Dhaka, Bangladesh — Amid the social distancing measures posed by the COVID-19 pandemic, coastal communities of Bangladesh and India face a double threat while the record-breaking storm Cyclone Amphan approaches the Bay of Bengal this Wednesday. With sustained wind speeds of 270kmh, whose energy was intensified by the record water temperatures in May, the storm is now stronger than the 1999 super cyclone, and the joint-strongest on record in the North Indian Ocean.

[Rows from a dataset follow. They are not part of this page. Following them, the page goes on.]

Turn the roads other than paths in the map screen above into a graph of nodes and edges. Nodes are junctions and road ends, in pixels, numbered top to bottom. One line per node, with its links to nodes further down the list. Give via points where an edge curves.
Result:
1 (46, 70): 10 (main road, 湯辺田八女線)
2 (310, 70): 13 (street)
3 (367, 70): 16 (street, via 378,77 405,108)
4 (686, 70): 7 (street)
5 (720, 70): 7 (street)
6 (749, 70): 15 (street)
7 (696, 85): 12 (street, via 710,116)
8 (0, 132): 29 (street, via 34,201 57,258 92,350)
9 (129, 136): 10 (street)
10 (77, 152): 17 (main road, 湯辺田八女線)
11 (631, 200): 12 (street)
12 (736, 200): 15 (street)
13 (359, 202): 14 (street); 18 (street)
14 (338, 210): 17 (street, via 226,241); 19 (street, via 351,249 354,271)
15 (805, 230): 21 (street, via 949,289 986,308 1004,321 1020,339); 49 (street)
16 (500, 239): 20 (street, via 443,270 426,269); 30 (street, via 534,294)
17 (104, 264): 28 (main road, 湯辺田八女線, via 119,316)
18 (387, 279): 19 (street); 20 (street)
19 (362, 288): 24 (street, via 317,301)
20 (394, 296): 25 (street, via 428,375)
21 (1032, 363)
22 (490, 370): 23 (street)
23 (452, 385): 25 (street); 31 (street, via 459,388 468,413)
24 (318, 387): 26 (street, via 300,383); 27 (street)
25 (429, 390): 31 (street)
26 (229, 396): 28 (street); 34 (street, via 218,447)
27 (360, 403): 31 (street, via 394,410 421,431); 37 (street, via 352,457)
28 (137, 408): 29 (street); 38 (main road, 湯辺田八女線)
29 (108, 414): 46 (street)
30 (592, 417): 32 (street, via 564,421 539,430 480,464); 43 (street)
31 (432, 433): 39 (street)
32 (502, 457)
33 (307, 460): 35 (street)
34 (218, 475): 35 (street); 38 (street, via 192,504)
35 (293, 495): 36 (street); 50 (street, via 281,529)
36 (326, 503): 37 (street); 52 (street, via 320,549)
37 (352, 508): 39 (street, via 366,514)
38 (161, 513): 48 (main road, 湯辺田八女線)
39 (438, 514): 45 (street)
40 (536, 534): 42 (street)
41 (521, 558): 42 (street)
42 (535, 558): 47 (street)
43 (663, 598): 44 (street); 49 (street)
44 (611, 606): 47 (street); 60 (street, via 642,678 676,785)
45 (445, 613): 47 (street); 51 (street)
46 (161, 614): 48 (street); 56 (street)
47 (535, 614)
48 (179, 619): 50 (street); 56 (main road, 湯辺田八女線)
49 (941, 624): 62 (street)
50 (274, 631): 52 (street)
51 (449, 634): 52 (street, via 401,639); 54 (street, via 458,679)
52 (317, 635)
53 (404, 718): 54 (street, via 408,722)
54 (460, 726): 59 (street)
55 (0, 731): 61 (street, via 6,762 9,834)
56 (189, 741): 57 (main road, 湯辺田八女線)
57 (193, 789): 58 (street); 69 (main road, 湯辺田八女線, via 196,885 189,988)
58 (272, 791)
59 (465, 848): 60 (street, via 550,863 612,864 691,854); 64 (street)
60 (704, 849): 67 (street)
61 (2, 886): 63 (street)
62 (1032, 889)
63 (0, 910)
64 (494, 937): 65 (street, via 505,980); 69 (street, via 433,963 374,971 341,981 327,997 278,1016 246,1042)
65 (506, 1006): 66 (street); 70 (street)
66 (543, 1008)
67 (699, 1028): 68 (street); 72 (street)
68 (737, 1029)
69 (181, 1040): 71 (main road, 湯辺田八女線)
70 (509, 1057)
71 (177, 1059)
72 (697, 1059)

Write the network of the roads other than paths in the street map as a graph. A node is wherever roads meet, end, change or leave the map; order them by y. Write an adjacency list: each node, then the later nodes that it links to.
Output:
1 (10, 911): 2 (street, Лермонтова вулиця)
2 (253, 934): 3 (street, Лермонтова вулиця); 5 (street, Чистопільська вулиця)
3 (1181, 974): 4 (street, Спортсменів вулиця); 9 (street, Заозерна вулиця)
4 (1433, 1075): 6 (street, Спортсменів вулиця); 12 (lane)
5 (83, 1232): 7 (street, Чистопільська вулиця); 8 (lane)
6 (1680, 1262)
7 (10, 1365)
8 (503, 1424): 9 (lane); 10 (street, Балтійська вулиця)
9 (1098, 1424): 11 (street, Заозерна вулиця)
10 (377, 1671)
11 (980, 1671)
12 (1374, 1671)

Sohanur Rahman, YouthNet for Climate Justice, Bangladesh, said:
“Cyclone Amphan, which is about to hit Bangladesh, will worsen the situation of our population, which is struggling to control the Covid-19 pandemic and is already trapped due to measures of isolation and social distancing. While Bangladesh has an efficient system of cyclone shelters, most of the coastal communities that will be impacted are scared to move to those shelters, as it will be almost impossible to practice social distancing norms there.”
Every year Bangladesh suffers from climate related disasters including floods, droughts and salinization of freshwater supplies leading to the displacement of 100,000’s of people. There are over 40 million people living in highly vulnerable conditions on the banks of the Delta and the Sundarbans provide a vital buffer zone against the frequent cyclones and storms that pound the Bangladeshi coast. As like the largest mangrove forest across the world and a strong ecosystem, it already proved to be a big shield during the previous flood and cyclones, when protecting thousands of human lives and animal species.
Sharif Jamil, Coordinator, Waterkeepers Bangladesh, said:
“Climate breakdown didn’t give us any breath while we are facing the pandemic. Fortunately, we still have the Sundarbans forest, which will act as a protective barrier like it had done before. Yet, this is another stark alert of how important it is to protect our natural heritage more than ever, instead of open it up to coal ventures.”
Climate change is increasing the damage that cyclones like Amphan cause in several ways, including increasing sea surface temperatures and rising sea levels, increasing rainfalls during the storm, and causing storms to gain strength more quickly.
Stronger cyclones have become more common across the world due to climate change, and the strength of cyclones affecting the countries bordering the North Indian Ocean has been increasing as the planet has warmed.
Also, sea levels in the North Indian Ocean have risen more quickly than other places in recent years. According to a study, India and Bangladesh could experience dramatic annual coastal flooding by 2050, affecting 36 million people in India and 42 million in Bangladesh.